> **WHAT YOU WILL DO**
Reproduce the records exactly. Leave the pictures out.

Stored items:
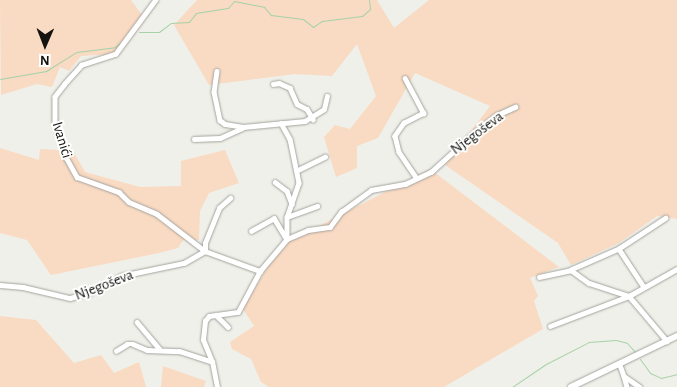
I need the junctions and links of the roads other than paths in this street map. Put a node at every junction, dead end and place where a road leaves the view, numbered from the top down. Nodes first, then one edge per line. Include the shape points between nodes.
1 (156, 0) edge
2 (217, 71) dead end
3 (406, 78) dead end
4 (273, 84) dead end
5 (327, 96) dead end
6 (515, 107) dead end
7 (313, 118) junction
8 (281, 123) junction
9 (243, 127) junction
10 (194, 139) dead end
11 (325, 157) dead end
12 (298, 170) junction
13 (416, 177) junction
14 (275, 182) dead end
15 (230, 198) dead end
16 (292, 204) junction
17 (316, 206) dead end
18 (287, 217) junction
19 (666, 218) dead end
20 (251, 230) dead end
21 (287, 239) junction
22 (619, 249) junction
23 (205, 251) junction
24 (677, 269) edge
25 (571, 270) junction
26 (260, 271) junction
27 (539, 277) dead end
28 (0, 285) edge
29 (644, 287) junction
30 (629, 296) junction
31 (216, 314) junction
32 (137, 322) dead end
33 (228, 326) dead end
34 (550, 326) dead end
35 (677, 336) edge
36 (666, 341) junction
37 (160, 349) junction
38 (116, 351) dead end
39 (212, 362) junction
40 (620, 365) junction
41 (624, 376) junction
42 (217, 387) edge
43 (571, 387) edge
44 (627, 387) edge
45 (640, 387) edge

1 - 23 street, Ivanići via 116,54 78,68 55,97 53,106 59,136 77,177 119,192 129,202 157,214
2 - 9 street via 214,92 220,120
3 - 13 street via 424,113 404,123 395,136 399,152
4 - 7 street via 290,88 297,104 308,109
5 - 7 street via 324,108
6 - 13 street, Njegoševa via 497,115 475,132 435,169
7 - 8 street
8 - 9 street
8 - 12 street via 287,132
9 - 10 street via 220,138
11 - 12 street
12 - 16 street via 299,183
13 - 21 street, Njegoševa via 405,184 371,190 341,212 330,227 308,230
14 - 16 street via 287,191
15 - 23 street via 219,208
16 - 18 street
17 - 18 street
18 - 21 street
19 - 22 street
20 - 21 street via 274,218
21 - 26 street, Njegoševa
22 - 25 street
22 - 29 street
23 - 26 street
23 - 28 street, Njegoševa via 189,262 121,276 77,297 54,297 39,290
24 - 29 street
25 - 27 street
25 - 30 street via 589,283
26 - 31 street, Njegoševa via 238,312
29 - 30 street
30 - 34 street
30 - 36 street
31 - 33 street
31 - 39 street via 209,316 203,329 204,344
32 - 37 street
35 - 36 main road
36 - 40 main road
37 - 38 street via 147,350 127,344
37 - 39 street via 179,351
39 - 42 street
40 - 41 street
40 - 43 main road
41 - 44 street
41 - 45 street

> **OUTPUT BELOW**
I need the junctions and links of the roads other than paths in this street map. Put a node at every junction, dead end and place where a road leaves the view, numbered from the top down. Nodes first, then one edge per line. Include the shape points between nodes.
1 (156, 0) edge
2 (217, 71) dead end
3 (406, 78) dead end
4 (273, 84) dead end
5 (327, 96) dead end
6 (515, 107) dead end
7 (313, 118) junction
8 (281, 123) junction
9 (243, 127) junction
10 (194, 139) dead end
11 (325, 157) dead end
12 (298, 170) junction
13 (416, 177) junction
14 (275, 182) dead end
15 (230, 198) dead end
16 (292, 204) junction
17 (316, 206) dead end
18 (287, 217) junction
19 (666, 218) dead end
20 (251, 230) dead end
21 (287, 239) junction
22 (619, 249) junction
23 (205, 251) junction
24 (677, 269) edge
25 (571, 270) junction
26 (260, 271) junction
27 (539, 277) dead end
28 (0, 285) edge
29 (644, 287) junction
30 (629, 296) junction
31 (216, 314) junction
32 (137, 322) dead end
33 (228, 326) dead end
34 (550, 326) dead end
35 (677, 336) edge
36 (666, 341) junction
37 (160, 349) junction
38 (116, 351) dead end
39 (212, 362) junction
40 (620, 365) junction
41 (624, 376) junction
42 (217, 387) edge
43 (571, 387) edge
44 (627, 387) edge
45 (640, 387) edge

1 - 23 street, Ivanići via 116,54 78,68 55,97 53,106 59,136 77,177 119,192 129,202 157,214
2 - 9 street via 214,92 220,120
3 - 13 street via 424,113 404,123 395,136 399,152
4 - 7 street via 290,88 297,104 308,109
5 - 7 street via 324,108
6 - 13 street, Njegoševa via 497,115 475,132 435,169
7 - 8 street
8 - 9 street
8 - 12 street via 287,132
9 - 10 street via 220,138
11 - 12 street
12 - 16 street via 299,183
13 - 21 street, Njegoševa via 405,184 371,190 341,212 330,227 308,230
14 - 16 street via 287,191
15 - 23 street via 219,208
16 - 18 street
17 - 18 street
18 - 21 street
19 - 22 street
20 - 21 street via 274,218
21 - 26 street, Njegoševa
22 - 25 street
22 - 29 street
23 - 26 street
23 - 28 street, Njegoševa via 189,262 121,276 77,297 54,297 39,290
24 - 29 street
25 - 27 street
25 - 30 street via 589,283
26 - 31 street, Njegoševa via 238,312
29 - 30 street
30 - 34 street
30 - 36 street
31 - 33 street
31 - 39 street via 209,316 203,329 204,344
32 - 37 street
35 - 36 main road
36 - 40 main road
37 - 38 street via 147,350 127,344
37 - 39 street via 179,351
39 - 42 street
40 - 41 street
40 - 43 main road
41 - 44 street
41 - 45 street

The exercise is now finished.